The history of Smalltalk-80 is itself an example of that -- ST80 didn't fit Steve Job's model when he saw it, so he ignored most of it, and gave us only the GUI window part in the Macintosh. Or considering my comments above, essentially, Steve did not get most of the joke. :-) The idea of making source and development tools available to end users did not match the notion of run-time fees, so we ended up with an absurd focus on "packaging" and "image stripping" and "shrinking" even to this day, so again considering the above, ParcPlace did not see the humor in a free Smalltalk. :-) But now we do.
--Paul Fernhout
On Wed, 03 Jan 2007 09:54:35 -0500, "Paul D. Fernhout" pdfernhout@kurtz-fernhout.com wrote:
There is some sort of mismatch going on here between the mind and Smalltalk's object model. What it is in its entirety I am not sure. But clearly the tools at hand in Smalltalk-80 can't match the minds flexibility in object-oriented (and other) modeling. Yet it is very much a stated design goal in Dan's original paper to have the Smalltalk software environment be a good match for how the mind actually works. So, here, as exemplified by humor, we have a mismatch. Essentially, Smalltalk code isn't funny. :-)

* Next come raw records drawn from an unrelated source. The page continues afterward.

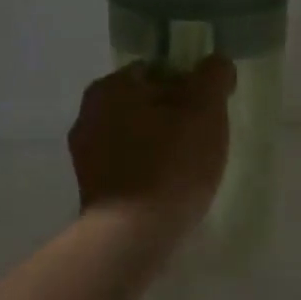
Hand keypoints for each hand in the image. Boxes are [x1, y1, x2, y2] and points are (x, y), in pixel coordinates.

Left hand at [69, 56, 236, 241]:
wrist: (133, 235)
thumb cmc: (171, 165)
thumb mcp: (205, 110)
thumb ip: (213, 76)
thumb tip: (215, 64)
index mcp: (111, 87)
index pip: (158, 70)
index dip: (189, 85)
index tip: (209, 110)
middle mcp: (88, 113)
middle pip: (145, 103)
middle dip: (174, 115)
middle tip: (204, 139)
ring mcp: (85, 153)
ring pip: (136, 134)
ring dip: (160, 143)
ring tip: (189, 168)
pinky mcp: (91, 187)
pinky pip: (128, 164)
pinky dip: (147, 169)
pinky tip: (168, 188)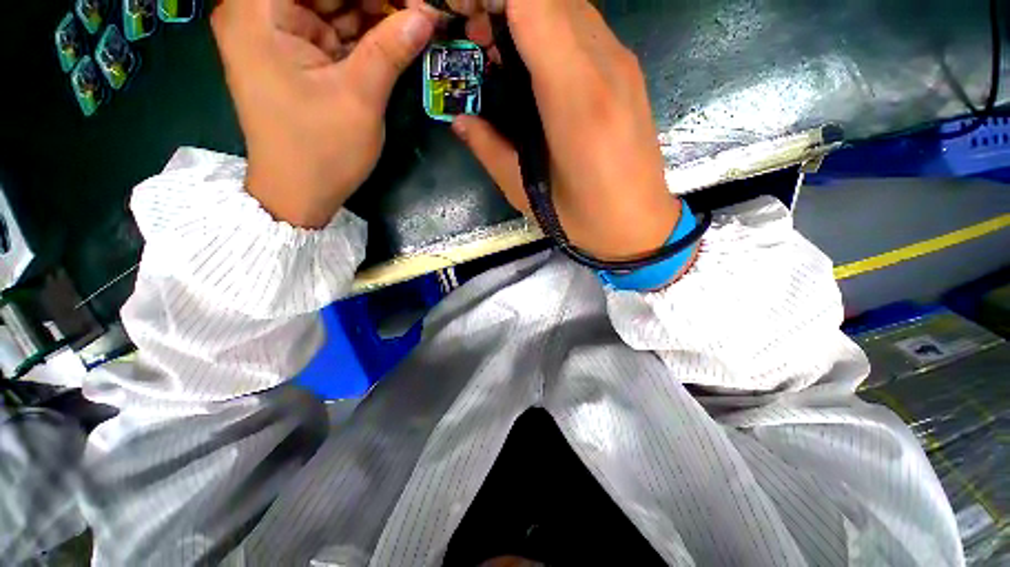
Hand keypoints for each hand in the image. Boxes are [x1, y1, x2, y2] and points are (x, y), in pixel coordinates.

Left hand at [212, 0, 435, 227]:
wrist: (299, 193)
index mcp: (258, 11)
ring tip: (413, 17)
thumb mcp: (359, 98)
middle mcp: (258, 11)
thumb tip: (426, 14)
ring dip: (372, 11)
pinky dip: (362, 30)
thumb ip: (390, 49)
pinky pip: (331, 27)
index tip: (409, 0)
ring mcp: (276, 32)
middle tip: (417, 9)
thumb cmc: (322, 151)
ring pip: (330, 4)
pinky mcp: (292, 53)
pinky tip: (395, 32)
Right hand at [437, 0, 681, 261]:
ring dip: (526, 15)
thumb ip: (490, 150)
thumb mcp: (527, 195)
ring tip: (498, 56)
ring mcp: (622, 64)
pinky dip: (549, 30)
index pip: (533, 3)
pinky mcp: (628, 73)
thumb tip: (461, 120)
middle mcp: (605, 64)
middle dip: (502, 5)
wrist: (641, 226)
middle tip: (475, 42)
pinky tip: (533, 68)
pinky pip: (584, 28)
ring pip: (568, 6)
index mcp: (577, 98)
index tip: (462, 16)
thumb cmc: (585, 219)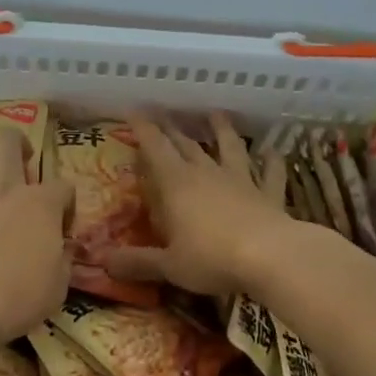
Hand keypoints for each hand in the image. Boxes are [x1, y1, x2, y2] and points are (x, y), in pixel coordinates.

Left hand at [0, 127, 72, 350]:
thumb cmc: (17, 300)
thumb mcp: (58, 287)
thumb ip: (63, 259)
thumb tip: (63, 248)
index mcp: (42, 204)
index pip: (64, 186)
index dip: (66, 204)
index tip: (61, 226)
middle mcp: (6, 187)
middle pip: (11, 140)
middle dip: (19, 145)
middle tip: (20, 166)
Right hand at [104, 114, 291, 297]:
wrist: (270, 256)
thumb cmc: (211, 258)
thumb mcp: (168, 265)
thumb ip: (138, 262)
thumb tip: (103, 263)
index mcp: (177, 185)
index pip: (155, 148)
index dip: (143, 128)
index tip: (133, 109)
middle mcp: (207, 174)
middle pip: (187, 144)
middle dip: (173, 128)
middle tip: (164, 113)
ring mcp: (241, 181)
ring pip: (230, 148)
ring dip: (222, 130)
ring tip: (217, 114)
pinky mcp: (268, 194)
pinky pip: (270, 173)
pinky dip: (271, 161)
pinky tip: (273, 151)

I'm working on some serious AI research right now, using Squeak (of course). My idea of the brain (in terms of how we model it) is a virtual machine, with very little Smalltalk code, and huge amounts of data that gets stored and indexed. You can't model things like humor and emotions and such in code - it gets modeled in data.

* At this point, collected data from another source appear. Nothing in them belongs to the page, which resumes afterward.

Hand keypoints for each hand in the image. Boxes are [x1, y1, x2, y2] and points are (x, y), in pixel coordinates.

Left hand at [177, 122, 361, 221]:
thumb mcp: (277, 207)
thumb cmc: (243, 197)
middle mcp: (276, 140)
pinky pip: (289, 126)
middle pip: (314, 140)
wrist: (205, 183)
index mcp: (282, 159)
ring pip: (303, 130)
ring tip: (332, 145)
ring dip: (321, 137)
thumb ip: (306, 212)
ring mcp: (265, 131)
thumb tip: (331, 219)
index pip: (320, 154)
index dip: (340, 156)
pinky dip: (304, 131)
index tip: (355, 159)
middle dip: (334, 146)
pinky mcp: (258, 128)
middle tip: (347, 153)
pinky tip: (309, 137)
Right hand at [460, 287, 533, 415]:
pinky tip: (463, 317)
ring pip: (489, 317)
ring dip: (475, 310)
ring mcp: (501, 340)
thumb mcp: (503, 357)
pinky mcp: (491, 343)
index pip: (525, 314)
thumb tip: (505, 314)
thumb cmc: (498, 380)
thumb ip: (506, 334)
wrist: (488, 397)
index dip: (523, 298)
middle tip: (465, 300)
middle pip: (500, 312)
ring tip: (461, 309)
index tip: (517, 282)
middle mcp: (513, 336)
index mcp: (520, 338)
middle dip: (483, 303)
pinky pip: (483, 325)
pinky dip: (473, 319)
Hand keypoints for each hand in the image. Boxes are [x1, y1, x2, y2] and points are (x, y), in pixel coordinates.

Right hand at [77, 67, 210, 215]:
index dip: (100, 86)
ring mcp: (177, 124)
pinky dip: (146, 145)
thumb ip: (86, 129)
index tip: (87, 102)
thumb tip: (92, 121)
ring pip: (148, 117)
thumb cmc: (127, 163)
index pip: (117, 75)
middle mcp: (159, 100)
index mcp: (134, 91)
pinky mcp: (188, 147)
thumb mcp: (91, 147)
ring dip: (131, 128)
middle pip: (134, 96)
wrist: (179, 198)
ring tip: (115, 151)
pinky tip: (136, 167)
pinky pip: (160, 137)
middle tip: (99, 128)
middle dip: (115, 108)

http://www.bioloid.info/tiki/tiki-index.php?page=MicroRaptor if anyone is interested...
Later, Jon
-------------------------------------------------------------- Jon Hylands Jon@huv.com http://www.huv.com/jon
Project: Micro Raptor (Small Biped Velociraptor Robot) http://www.huv.com/blog
Jon Hylands wrote:
On Wed, 03 Jan 2007 09:54:35 -0500, "Paul D. Fernhout" pdfernhout@kurtz-fernhout.com wrote:
Essentially, Smalltalk code isn't funny. :-)
I'm working on some serious AI research right now, using Squeak (of course). My idea of the brain (in terms of how we model it) is a virtual machine, with very little Smalltalk code, and huge amounts of data that gets stored and indexed. You can't model things like humor and emotions and such in code - it gets modeled in data.
Of course, as LISP often shows, or Squeak's VM generation system, the line between code and data can often get blurry. :-)
http://www.bioloid.info/tiki/tiki-index.php?page=MicroRaptor
Interesting project. I'll be curious over time how you see Squeak needing to change or expand to better support your AI and robotics related goals.